Noel’s Take: I’m more or less with Scott on this one, though actually I was impressed by how un-Shield-like the movie ended up being, after an opening scene that left me worrying that Rampart was going to try and do in two hours what it took The Shield six years to accomplish. Instead, it’s more expressly a character sketch, and sometimes to its detriment. (Personally, I would’ve preferred a more straightforward and coherent narrative.) And Moverman’s stylistic touches do get too heavy at times.

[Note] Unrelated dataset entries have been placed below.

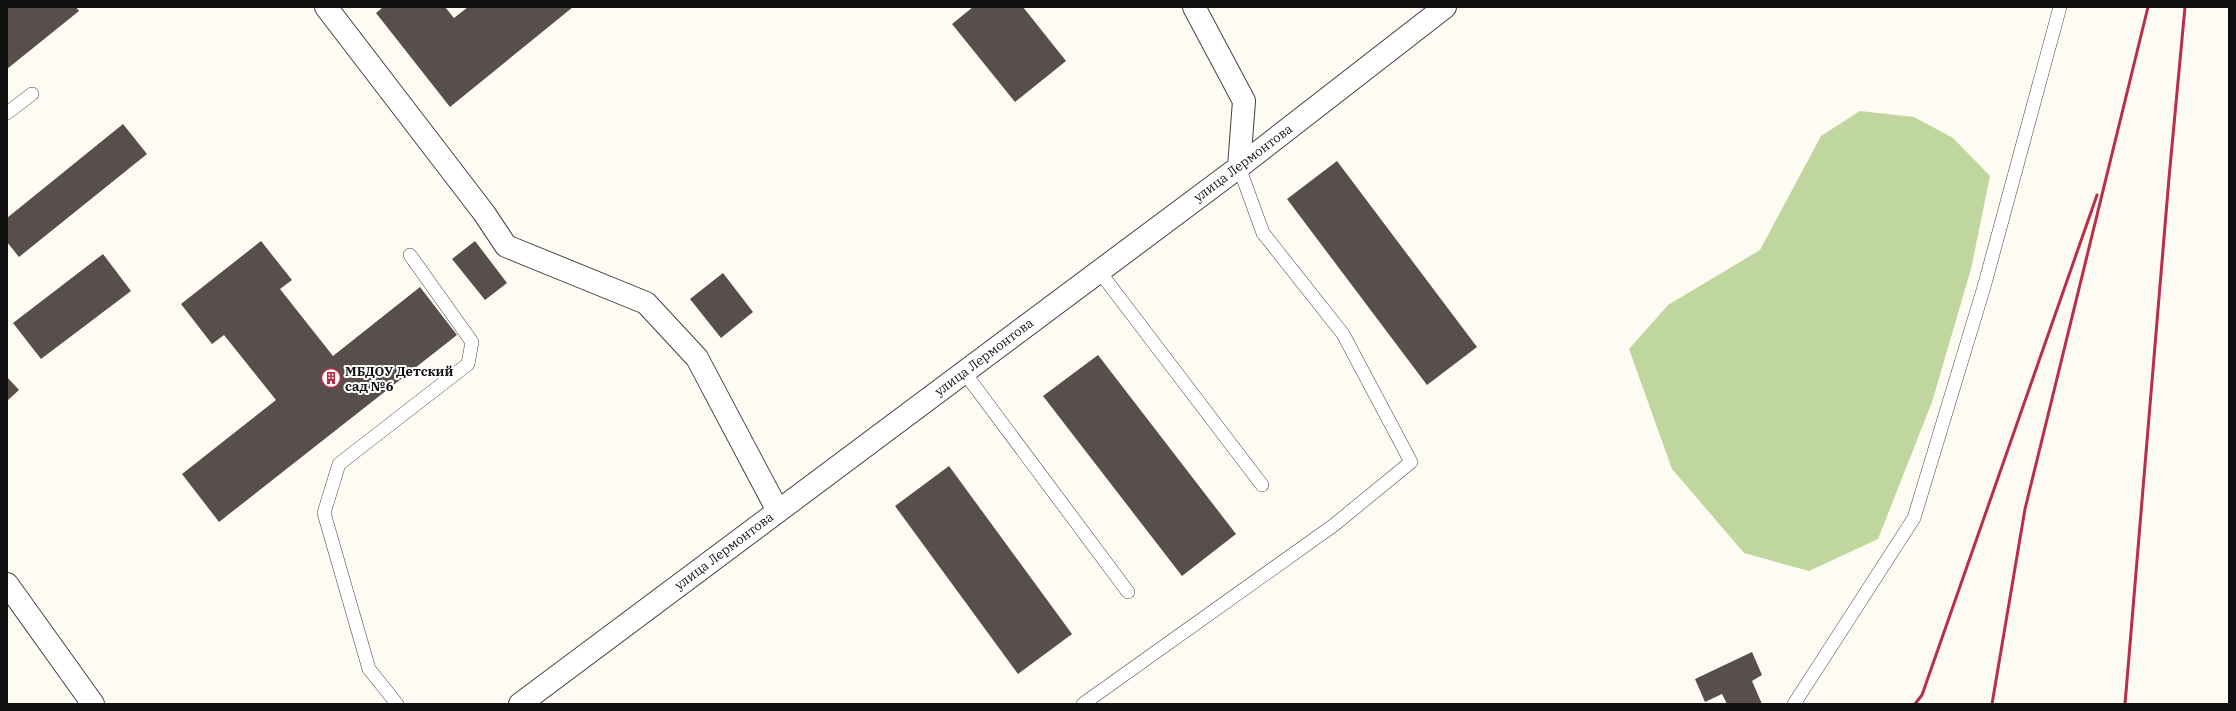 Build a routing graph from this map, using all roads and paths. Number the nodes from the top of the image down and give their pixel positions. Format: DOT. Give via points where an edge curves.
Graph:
graph roads {
  1 [pos="326,7"];
  2 [pos="1194,7"];
  3 [pos="1445,7"];
  4 [pos="2060,7"];
  5 [pos="32,94"];
  6 [pos="7,112"];
  7 [pos="1239,167"];
  8 [pos="410,255"];
  9 [pos="1099,271"];
  10 [pos="964,372"];
  11 [pos="1262,485"];
  12 [pos="778,511"];
  13 [pos="7,584"];
  14 [pos="1128,592"];
  15 [pos="526,702"];
  16 [pos="93,704"];
  17 [pos="397,704"];
  18 [pos="1084,704"];
  19 [pos="1794,704"];
  1 -- 12 [label="street" via="484,213 506,246 646,303 697,358"];
  2 -- 7 [label="street" via="1244,101"];
  3 -- 7 [label="street, улица Лермонтова"];
  4 -- 19 [label="lane" via="1984,287 1914,518"];
  5 -- 6 [label="lane"];
  7 -- 9 [label="street, улица Лермонтова"];
  7 -- 18 [label="lane" via="1263,233 1343,334 1411,462 1334,525"];
  8 -- 17 [label="lane" via="472,342 468,364 339,464 324,513 369,670"];
  9 -- 10 [label="street, улица Лермонтова"];
  9 -- 11 [label="lane"];
  10 -- 12 [label="street, улица Лермонтова"];
  10 -- 14 [label="lane"];
  12 -- 15 [label="street, улица Лермонтова"];
  13 -- 16 [label="street"];
} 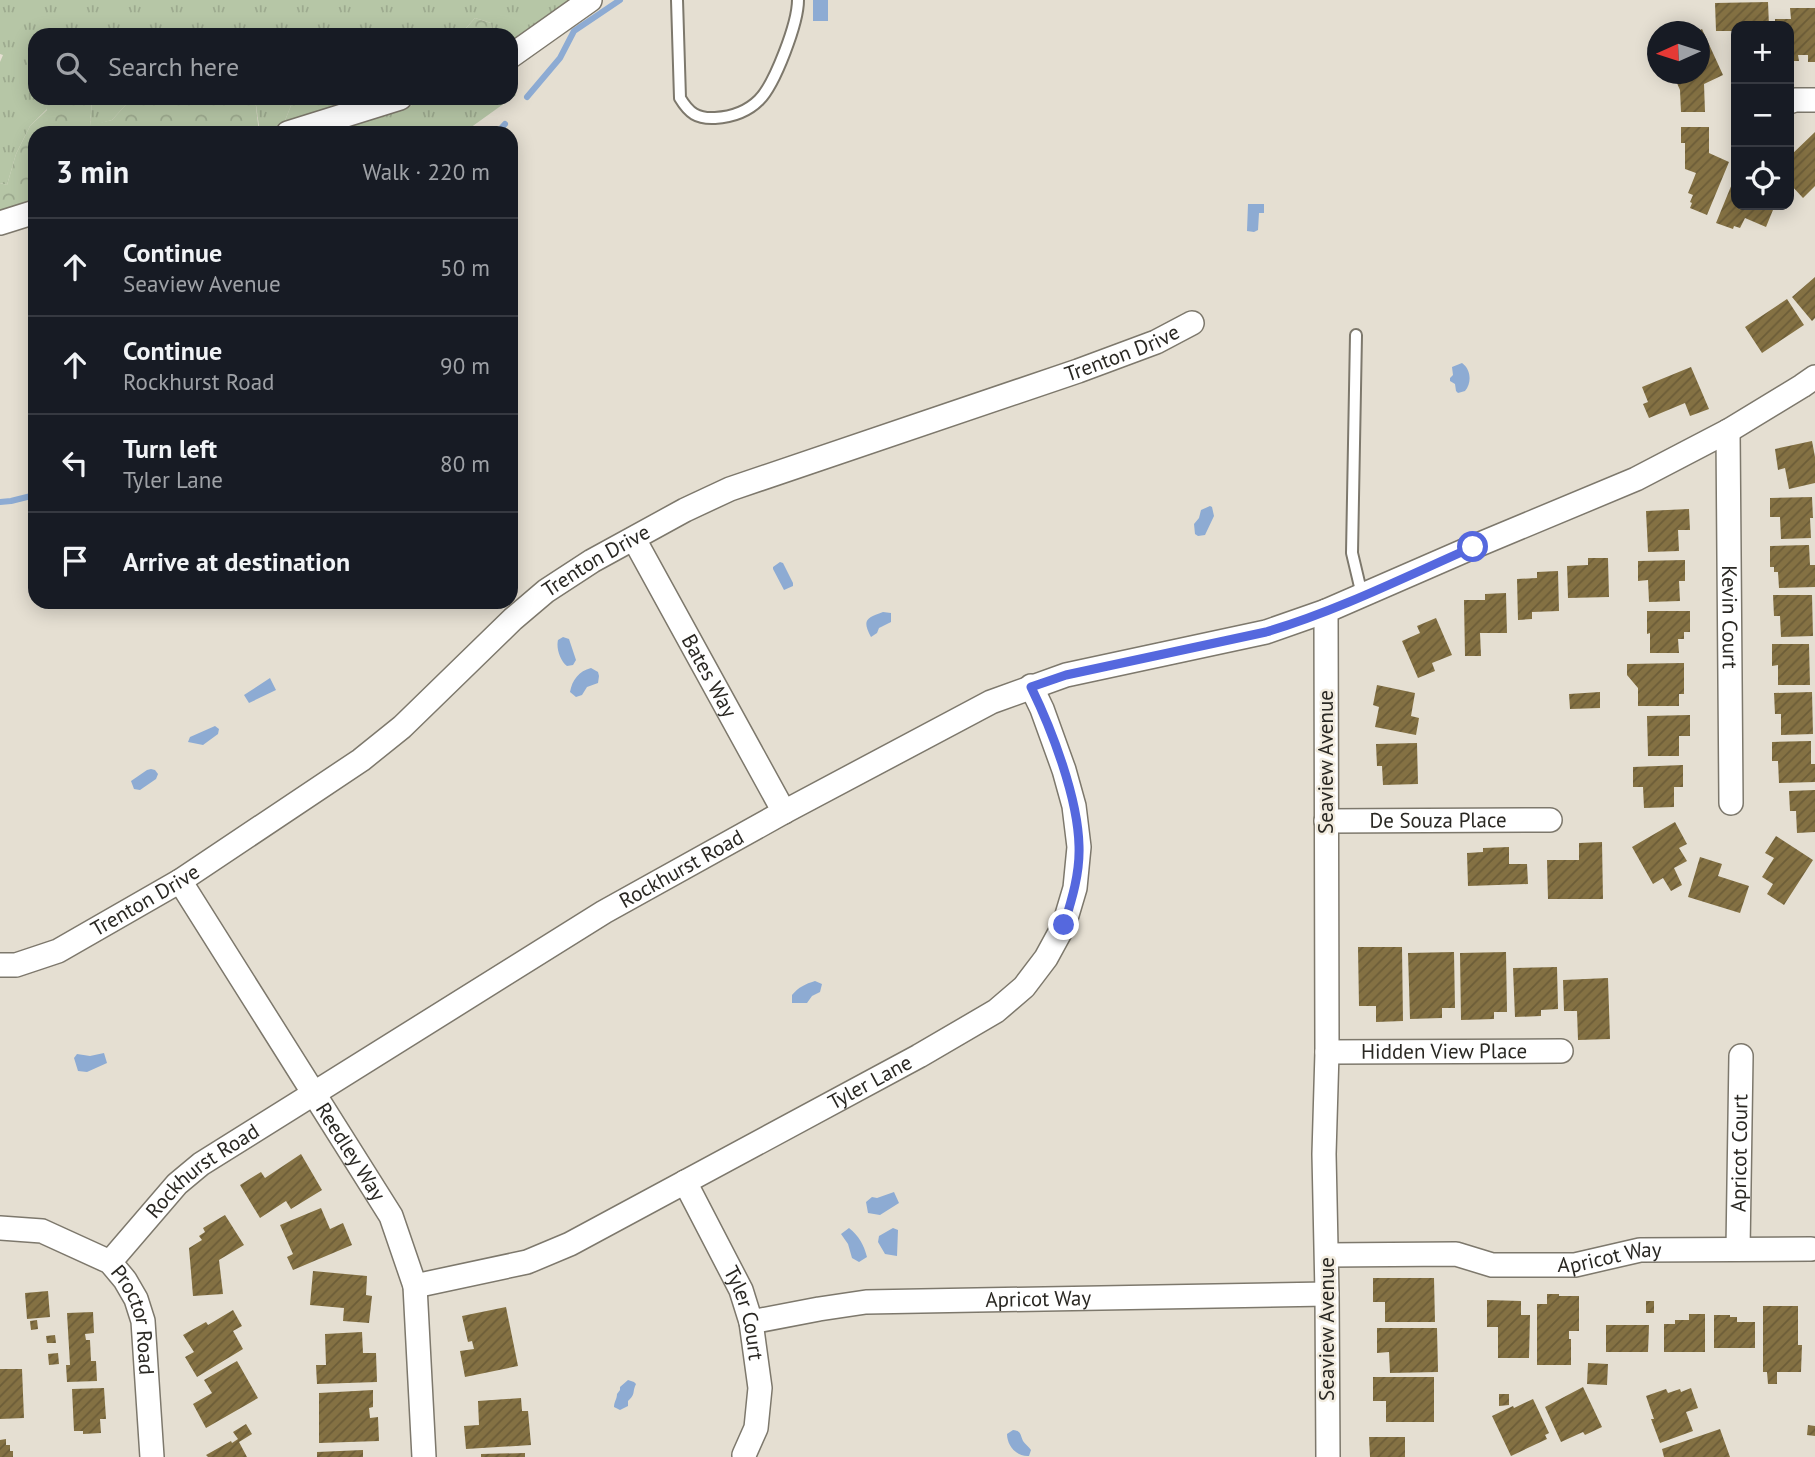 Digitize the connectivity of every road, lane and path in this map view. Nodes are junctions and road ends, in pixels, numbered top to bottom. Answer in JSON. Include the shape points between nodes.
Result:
{"nodes":[{"id":1,"x":590,"y":0,"type":"edge"},
{"id":2,"x":677,"y":0,"type":"edge"},
{"id":3,"x":798,"y":0,"type":"edge"},
{"id":4,"x":518,"y":51,"type":"edge"},
{"id":5,"x":1794,"y":100,"type":"edge"},
{"id":6,"x":1815,"y":100,"type":"edge"},
{"id":7,"x":378,"y":105,"type":"edge"},
{"id":8,"x":310,"y":126,"type":"edge"},
{"id":9,"x":28,"y":214,"type":"edge"},
{"id":10,"x":0,"y":223,"type":"edge"},
{"id":11,"x":1192,"y":323,"type":"dead end"},
{"id":12,"x":1356,"y":335,"type":"dead end"},
{"id":13,"x":1815,"y":377,"type":"edge"},
{"id":14,"x":1728,"y":431,"type":"junction"},
{"id":15,"x":634,"y":539,"type":"junction"},
{"id":16,"x":1362,"y":596,"type":"junction"},
{"id":17,"x":1326,"y":611,"type":"junction"},
{"id":18,"x":1031,"y":687,"type":"junction"},
{"id":19,"x":1731,"y":803,"type":"dead end"},
{"id":20,"x":784,"y":812,"type":"junction"},
{"id":21,"x":1550,"y":820,"type":"dead end"},
{"id":22,"x":1326,"y":821,"type":"junction"},
{"id":23,"x":180,"y":881,"type":"junction"},
{"id":24,"x":0,"y":965,"type":"edge"},
{"id":25,"x":1561,"y":1051,"type":"dead end"},
{"id":26,"x":1327,"y":1052,"type":"junction"},
{"id":27,"x":1741,"y":1056,"type":"dead end"},
{"id":28,"x":315,"y":1093,"type":"junction"},
{"id":29,"x":685,"y":1182,"type":"junction"},
{"id":30,"x":0,"y":1228,"type":"edge"},
{"id":31,"x":1738,"y":1249,"type":"junction"},
{"id":32,"x":1811,"y":1249,"type":"dead end"},
{"id":33,"x":1327,"y":1255,"type":"junction"},
{"id":34,"x":110,"y":1262,"type":"junction"},
{"id":35,"x":415,"y":1286,"type":"junction"},
{"id":36,"x":1327,"y":1294,"type":"junction"},
{"id":37,"x":751,"y":1322,"type":"junction"},
{"id":38,"x":744,"y":1455,"type":"dead end"},
{"id":39,"x":152,"y":1457,"type":"edge"},
{"id":40,"x":424,"y":1457,"type":"edge"},
{"id":41,"x":1328,"y":1457,"type":"edge"}],
"edges":[{"from":1,"to":4,"type":"street"},
{"from":2,"to":3,"type":"lane","via":[[680,98],[695,116],[705,119],[741,113],[769,87],[791,34]]},
{"from":5,"to":6,"type":"street"},
{"from":7,"to":8,"type":"street"},
{"from":9,"to":10,"type":"street"},
{"from":11,"to":15,"type":"street","name":"Trenton Drive","via":[[1156,342],[1078,371],[730,489]]},
{"from":12,"to":16,"type":"lane","via":[[1352,553]]},
{"from":13,"to":14,"type":"street"},
{"from":14,"to":16,"type":"street","via":[[1636,479]]},
{"from":14,"to":19,"type":"street","name":"Kevin Court"},
{"from":15,"to":20,"type":"street","name":"Bates Way"},
{"from":15,"to":23,"type":"street","name":"Trenton Drive","via":[[546,591],[361,761]]},
{"from":16,"to":17,"type":"street"},
{"from":17,"to":18,"type":"street","name":"Rockhurst Road","via":[[1266,632],[1066,675]]},
{"from":17,"to":22,"type":"street","name":"Seaview Avenue"},
{"from":18,"to":20,"type":"street","name":"Rockhurst Road","via":[[991,702]]},
{"from":18,"to":29,"type":"street","name":"Tyler Lane","via":[[1071,794],[1079,847],[1075,888],[1064,925],[1046,958],[1024,987],[996,1011]]},
{"from":20,"to":28,"type":"street","name":"Rockhurst Road","via":[[604,912]]},
{"from":21,"to":22,"type":"street","name":"De Souza Place"},
{"from":22,"to":26,"type":"street","name":"Seaview Avenue"},
{"from":23,"to":24,"type":"street","name":"Trenton Drive","via":[[58,951],[16,965]]},
{"from":23,"to":28,"type":"street","name":"Reedley Way"},
{"from":25,"to":26,"type":"street","name":"Hidden View Place"},
{"from":26,"to":33,"type":"street","name":"Seaview Avenue"},
{"from":27,"to":31,"type":"street","name":"Apricot Court"},
{"from":28,"to":34,"type":"street","name":"Rockhurst Road","via":[[188,1173]]},
{"from":28,"to":35,"type":"street","name":"Reedley Way","via":[[391,1216]]},
{"from":29,"to":35,"type":"street","name":"Tyler Lane","via":[[527,1262]]},
{"from":29,"to":37,"type":"street","name":"Tyler Court","via":[[741,1290]]},
{"from":30,"to":34,"type":"street","name":"Proctor Road","via":[[42,1231]]},
{"from":31,"to":32,"type":"street","name":"Apricot Way"},
{"from":31,"to":33,"type":"street","name":"Apricot Way","via":[[1640,1250],[1575,1265],[1492,1265],[1456,1254]]},
{"from":33,"to":36,"type":"street","name":"Seaview Avenue"},
{"from":34,"to":39,"type":"street","name":"Proctor Road","via":[[136,1299],[143,1321]]},
{"from":35,"to":40,"type":"street","name":"Reedley Way"},
{"from":36,"to":37,"type":"street","name":"Apricot Way","via":[[866,1303]]},
{"from":36,"to":41,"type":"street","name":"Seaview Avenue"},
{"from":37,"to":38,"type":"street","name":"Tyler Court","via":[[760,1388],[756,1428]]}]}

But Harrelson gives one of his peak performances in an increasingly distinguished career, creating a character who’s cocky and sure of his worldview (self described as “fascist”), even when he knows that if he softened just a little, it would make everyone he lives and works with so much happier.
The Deep Blue Sea
Director/Country/Time: Terence Davies/United Kingdom/98 min.
Cast: Rachel Weisz, Tom Hiddleston, Simon Russell Beale
Program: Special Presentations
Headline: The End Of The Affair
Scott’s Take: Liverpool-born director Terence Davies frequently revisits post-war England, which fans of the semi-autographical films Distant Voices, Still Lives and The Long Day Closes and the autobiographical documentary Of Time And The City know well as his formative years. And though they were painful years, Davies nonetheless carries a deep nostalgia for the music and movies of the period, and behind his wonderfully caustic voice lurks an abiding romantic spirit. Adapted from Terence Ratigan’s play, The Deep Blue Sea draws the audience firmly into Davies-world once again—formal, old-fashioned, and suffocatingly insular, but also exquisitely realized and heartbreaking. A superb Rachel Weisz stars as a heroine prone to romantic destruction (and self-destruction), having split with a judge (Simion Russell Beale) to take up with a handsome, hard-drinking, abusive former WWII pilot (Tom Hiddleston). Weisz attempts suicide—partly out of despair, partly to get the attention of both men. Though mostly a chamber piece that forgoes period bric-a-brac for confining close-ups on the actors, The Deep Blue Sea still deftly moves back and forth in time, and notes the ravages of war on the city. Davies demands patience in setting up the emotional stakes, but the final act, consisting mainly of a reckoning between Weisz and Hiddleston, is a crushing acknowledgment of two people who know they’re no good for each other.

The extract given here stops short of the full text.